Imagine a Machine Learning algorithm that was found 250+ years ago by a protesting pastor contemplating God’s involvement in daily events so he founded a probabilistic formula to explain it all which gave way to the whole field of statistics. Now, that’s just the history part. Also imagine this formula working so incredibly fast that it’s still commonly used in 2020s. On top of that, depending on the dataset Naive Bayes can perform with very high accuracy

Also, it’s one of the easiest Machine Learning algorithm to build a model on even without famous machine learning libraries such as Scikit-Learn.
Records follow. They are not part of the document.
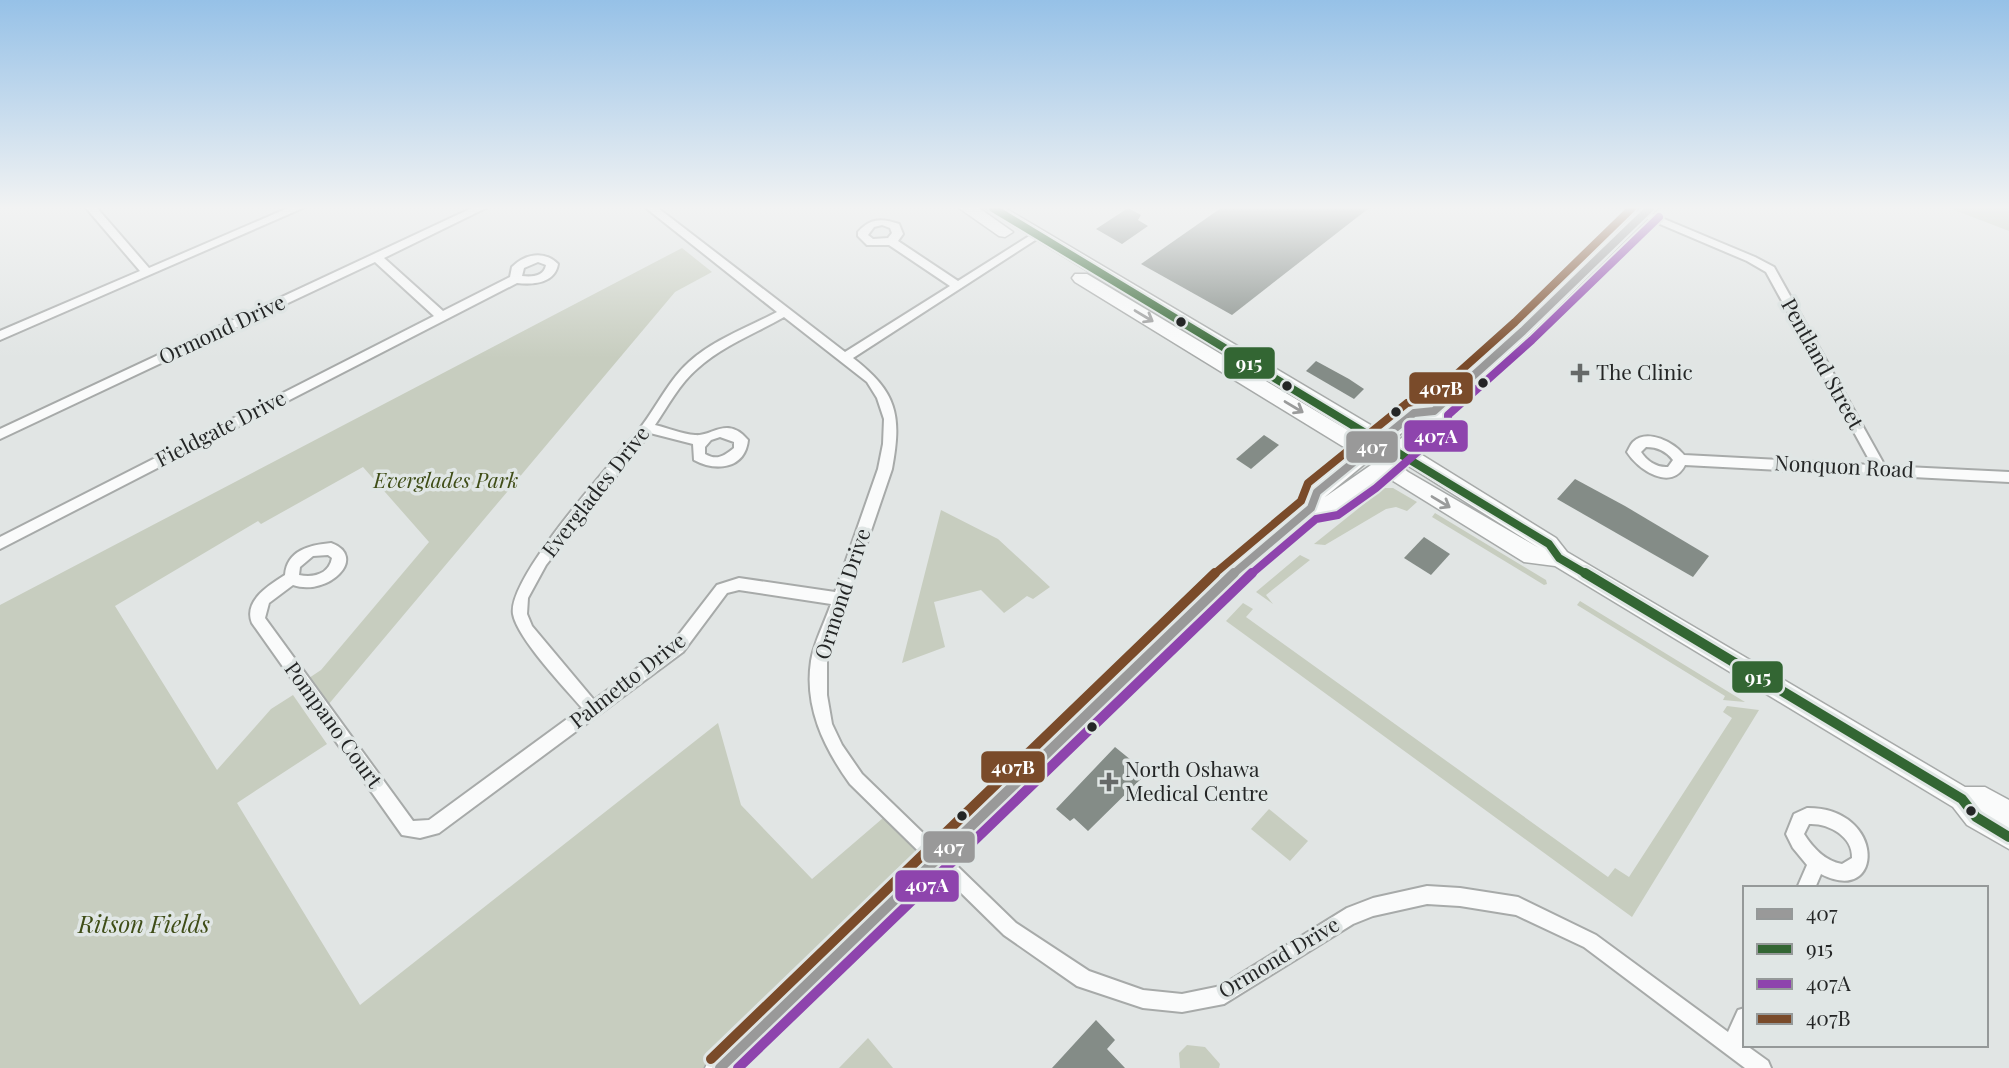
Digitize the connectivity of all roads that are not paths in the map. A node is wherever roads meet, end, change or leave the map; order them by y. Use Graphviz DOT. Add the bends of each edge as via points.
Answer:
graph roads {
  1 [pos="135,258"];
  2 [pos="183,258"];
  3 [pos="374,258"];
  4 [pos="377,258"];
  5 [pos="715,258"];
  6 [pos="915,258"];
  7 [pos="1003,258"];
  8 [pos="1061,258"];
  9 [pos="1599,258"];
  10 [pos="1748,258"];
  11 [pos="148,273"];
  12 [pos="516,279"];
  13 [pos="958,286"];
  14 [pos="785,312"];
  15 [pos="441,316"];
  16 [pos="0,336"];
  17 [pos="846,357"];
  18 [pos="1434,411"];
  19 [pos="646,428"];
  20 [pos="0,434"];
  21 [pos="701,441"];
  22 [pos="1373,445"];
  23 [pos="1392,458"];
  24 [pos="1680,460"];
  25 [pos="1881,468"];
  26 [pos="2009,477"];
  27 [pos="1311,509"];
  28 [pos="0,543"];
  29 [pos="292,578"];
  30 [pos="839,599"];
  31 [pos="593,710"];
  32 [pos="1962,799"];
  33 [pos="460,807"];
  34 [pos="2009,813"];
  35 [pos="2009,837"];
  36 [pos="937,858"];
  37 [pos="1817,863"];
  38 [pos="1806,886"];
  39 [pos="1743,1021"];
  40 [pos="1731,1045"];
  41 [pos="720,1068"];
  42 [pos="1761,1068"];
  1 -- 11 [label="street"];
  2 -- 11 [label="street"];
  3 -- 20 [label="street, Ormond Drive"];
  4 -- 15 [label="street"];
  5 -- 14 [label="street, Ormond Drive"];
  6 -- 13 [label="street"];
  7 -- 13 [label="street"];
  8 -- 22 [label="main road"];
  9 -- 18 [label="main road"];
  10 -- 25 [label="street, Pentland Street" via="1770,270"];
  11 -- 16 [label="street"];
  12 -- 15 [label="street, Fieldgate Drive"];
  13 -- 17 [label="street"];
  14 -- 17 [label="street, Ormond Drive"];
  14 -- 19 [label="street, Everglades Drive" via="692,366"];
  15 -- 28 [label="street, Fieldgate Drive"];
  17 -- 30 [label="street, Ormond Drive" via="879,389 890,419 890,444"];
  18 -- 22 [label="main road" via="1414,413"];
  18 -- 23 [label="main road" via="1436,420"];
  19 -- 21 [label="street"];
  19 -- 31 [label="street, Everglades Drive" via="541,561 521,598 520,614 526,629"];
  22 -- 23 [label="main road"];
  22 -- 27 [label="main road" via="1317,492"];
  23 -- 27 [label="main road" via="1332,505"];
  23 -- 32 [label="main road" via="1531,556 1559,558"];
  24 -- 25 [label="street, Nonquon Road"];
  25 -- 26 [label="street, Nonquon Road"];
  27 -- 36 [label="main road" via="1217,588"];
  29 -- 33 [label="street, Pompano Court" via="262,601 257,619 408,829 433,827"];
  30 -- 31 [label="street, Palmetto Drive" via="731,585 716,594 678,647"];
  30 -- 36 [label="street, Ormond Drive" via="819,660 817,694 825,728 856,779"];
  31 -- 33 [label="street, Palmetto Drive"];
  32 -- 34 [label="main road" via="1985,799"];
  32 -- 35 [label="main road" via="1976,817"];
  36 -- 40 [label="street, Ormond Drive" via="1010,929 1084,979 1143,999 1182,1003 1224,995 1347,918 1373,907 1427,895 1460,897 1518,906 1590,942"];
  36 -- 41 [label="main road"];
  37 -- 38 [label="street"];
  39 -- 40 [label="street"];
  40 -- 42 [label="street, Ormond Drive"];
}
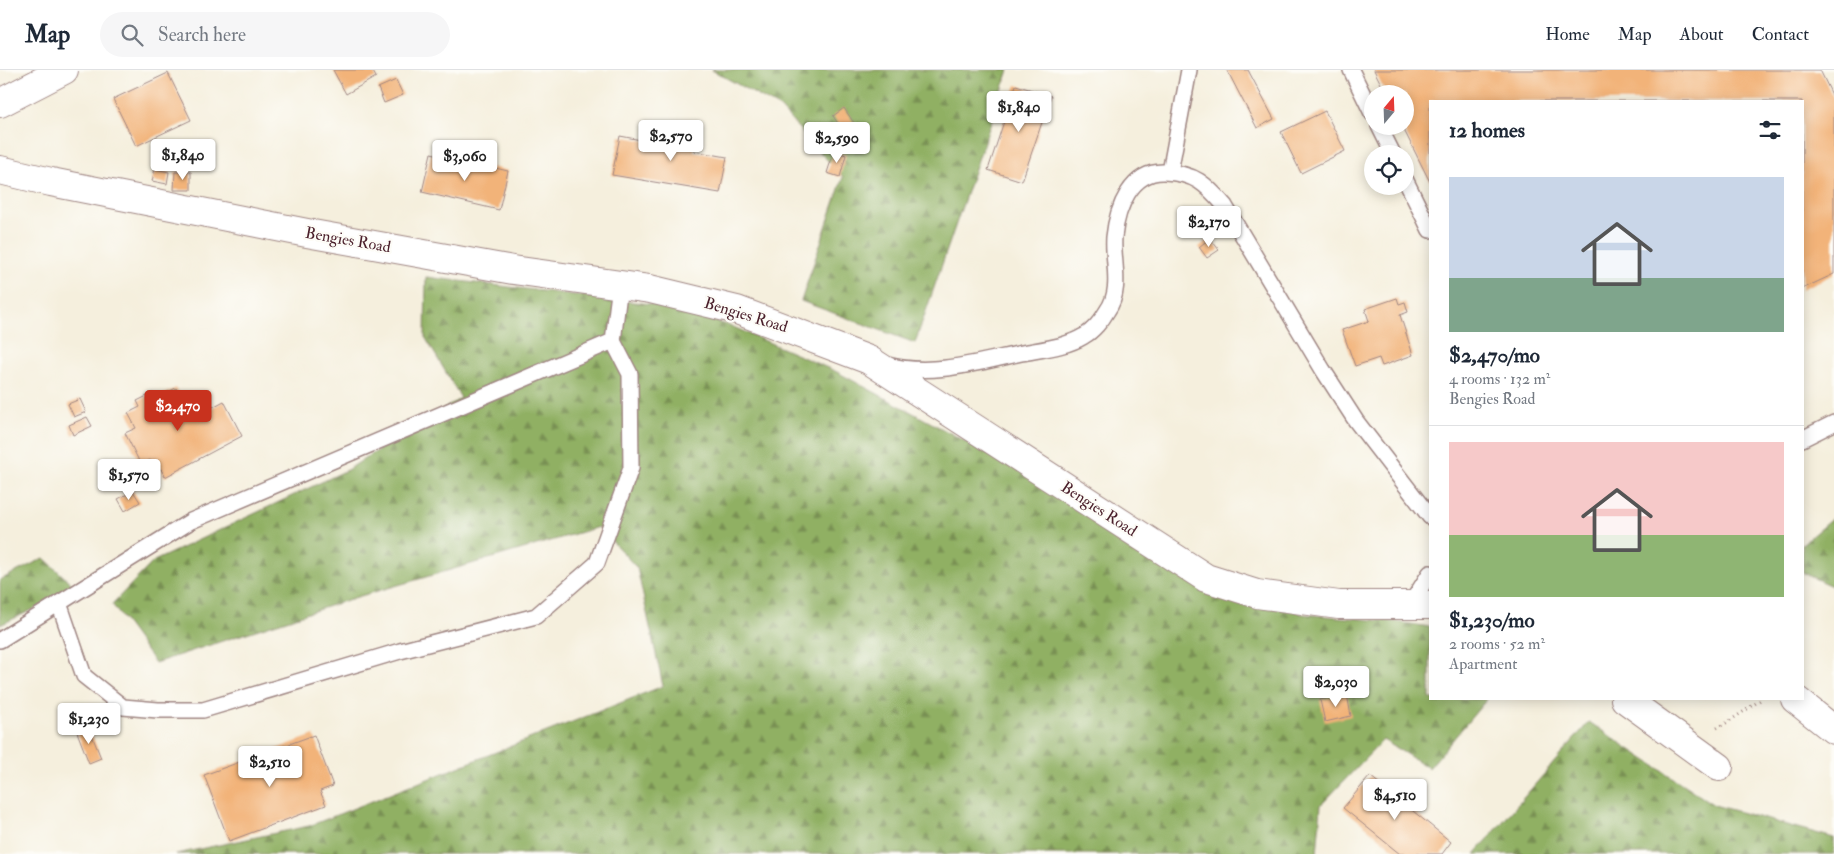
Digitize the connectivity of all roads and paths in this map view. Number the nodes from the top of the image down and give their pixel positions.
1 (64, 70) edge
2 (1189, 70) edge
3 (1352, 70) edge
4 (1364, 96) edge
5 (0, 103) edge
6 (0, 170) edge
7 (1170, 172) junction
8 (1413, 195) edge
9 (1429, 228) edge
10 (620, 285) junction
11 (613, 340) junction
12 (869, 360) junction
13 (1834, 423) edge
14 (1804, 438) edge
15 (1429, 516) edge
16 (1429, 576) edge
17 (59, 603) junction
18 (1420, 605) edge
19 (0, 640) edge
20 (1626, 700) edge
21 (1761, 700) edge
22 (1796, 700) edge
23 (1834, 730) edge
24 (1683, 741) junction
25 (1719, 767) dead end

1 - 5 street
2 - 7 lane
3 - 4 lane
6 - 10 street, Bengies Road
7 - 12 lane
7 - 15 lane
8 - 9 lane
10 - 11 lane
10 - 12 street, Bengies Road
11 - 17 lane
11 - 17 lane
12 - 18 street, Bengies Road
13 - 14 lane
16 - 18 lane
17 - 19 lane
20 - 24 street
21 - 24 path
22 - 23 street
24 - 25 street

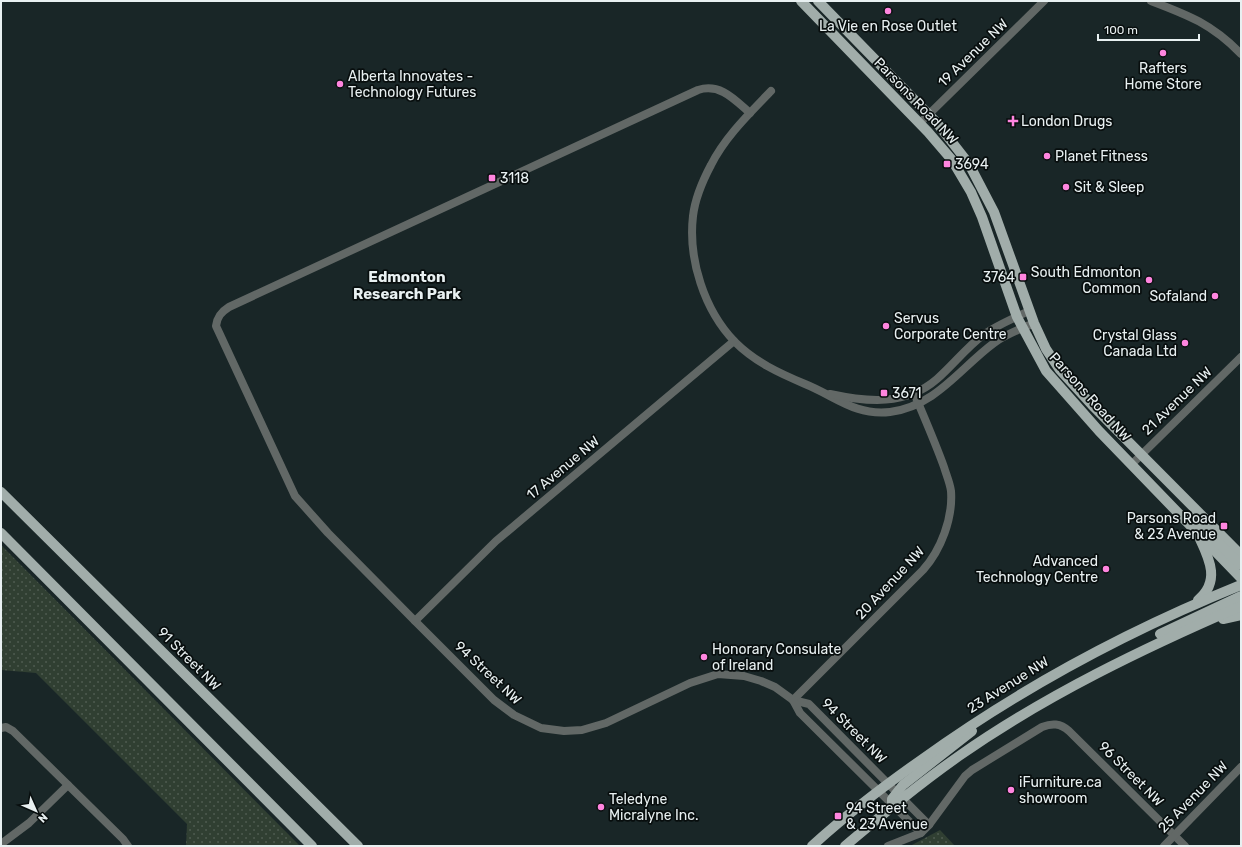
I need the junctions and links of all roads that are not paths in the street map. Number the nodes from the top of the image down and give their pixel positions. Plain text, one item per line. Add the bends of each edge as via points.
1 (801, 1) edge
2 (818, 1) edge
3 (1044, 1) edge
4 (1150, 1) edge
5 (1240, 49) edge
6 (771, 91) dead end
7 (750, 113) junction
8 (929, 114) junction
9 (920, 123) junction
10 (1029, 311) junction
11 (1017, 317) junction
12 (1034, 323) junction
13 (1022, 328) junction
14 (734, 341) junction
15 (1241, 358) edge
16 (827, 393) junction
17 (914, 393) junction
18 (919, 404) junction
19 (1142, 454) junction
20 (1132, 464) junction
21 (1, 492) edge
22 (1160, 493) junction
23 (1210, 522) junction
24 (1194, 528) junction
25 (1, 533) edge
26 (1241, 549) edge
27 (1241, 554) edge
28 (1241, 566) edge
29 (1241, 578) edge
30 (1241, 585) edge
31 (1241, 596) edge
32 (1192, 605) junction
33 (1241, 606) edge
34 (1241, 614) edge
35 (415, 621) junction
36 (1122, 660) junction
37 (793, 700) junction
38 (4, 727) edge
39 (1241, 767) edge
40 (68, 784) junction
41 (894, 791) junction
42 (880, 793) junction
43 (892, 806) junction
44 (929, 826) junction
45 (921, 833) junction
46 (1174, 836) junction
47 (1, 844) edge
48 (128, 846) edge
49 (312, 846) edge
50 (358, 846) edge
51 (812, 846) edge
52 (845, 846) edge
53 (888, 846) edge
54 (1164, 846) edge
55 (1185, 846) edge

1 - 9 main road, Parsons Road NW
2 - 8 main road, Parsons Road NW
3 - 8 street, 19 Avenue NW
4 - 5 street via 1210,26
6 - 7 street
7 - 14 street via 711,164 693,214 692,237 700,282 715,315
7 - 35 street, 94 Street NW via 723,91 710,87 698,90 229,306 221,312 216,326 295,496 318,523
8 - 9 street, 19 Avenue NW
8 - 10 main road, Parsons Road NW via 956,145 976,176 994,212
9 - 11 main road, Parsons Road NW via 952,160 971,192
10 - 11 street
10 - 12 main road, Parsons Road NW
11 - 13 main road, Parsons Road NW
11 - 17 street via 984,335 937,379
12 - 13 street
12 - 19 main road, Parsons Road NW via 1060,370
13 - 18 street via 995,343 941,391
13 - 20 main road, Parsons Road NW via 1046,371
14 - 16 street via 768,367
14 - 35 street, 17 Avenue NW via 496,541
15 - 19 street, 21 Avenue NW
16 - 17 street via 853,399 882,401
16 - 18 street via 839,402 872,412 891,412
17 - 18 street, 20 Avenue NW
18 - 37 street, 20 Avenue NW via 951,490 948,518 933,559
19 - 20 street, 21 Avenue NW
19 - 23 main road, Parsons Road NW
20 - 22 main road, Parsons Road NW
21 - 50 main road, 91 Street NW
22 - 24 main road, Parsons Road NW
22 - 28 main road via 1181,506
23 - 26 main road
23 - 27 main road, Parsons Road NW
24 - 29 main road, Parsons Road NW
24 - 32 main road via 1209,557 1211,576 1207,591
25 - 49 main road
30 - 32 main road, 23 Avenue NW
31 - 36 main road via 1157,636
32 - 41 main road, 23 Avenue NW via 1103,647 997,708
33 - 36 main road, 23 Avenue NW
34 - 36 main road via 1215,621
35 - 37 street, 94 Street NW via 494,700 514,715 541,728 564,732 606,723 690,683 718,674 744,676 761,681
36 - 41 main road, 23 Avenue NW via 1022,716 960,756
37 - 41 street, 94 Street NW via 809,704
37 - 42 street, 94 Street NW via 800,713
38 - 40 street via 13,731
39 - 46 street, 25 Avenue NW
40 - 47 street via 29,823
40 - 48 street
41 - 42 main road, 23 Avenue NW
41 - 43 main road, 23 Avenue NW
41 - 44 street, 94 Street NW
42 - 43 street, 94 Street NW
42 - 51 main road, 23 Avenue NW
43 - 45 street, 94 Street NW
43 - 52 main road, 23 Avenue NW
44 - 45 street
44 - 46 street, 96 Street NW via 972,770 1042,727 1057,724 1069,731
45 - 53 street
46 - 54 street, 25 Avenue NW
46 - 55 street, 96 Street NW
As you know we’re talking about Naive Bayes Algorithm.

Different Naive Bayes implementations can be categorized under these titles:

  • Gaussian NB

  • Multinomial NB
  • Complement NB
  • Bernoulli NB
  • Categorical NB
  • Out-of-core NB

Why Naive Bayes Algorithm?

2- Naive Bayes Benefits

Very fast.

Accurate.

Simple to implement.

Scales well.

Interpretable, produces probabilistic reports.

Naive Bayes Pros

Depending on the problem, you might want to be the one to decide on ultimate classification or regression outcome regarding a Machine Learning algorithm’s findings.

In those cases it makes a huge difference to have probability reports on the decisions. Interpretation of the probability results of machine learning algorithm is one thing and having them or not is another, …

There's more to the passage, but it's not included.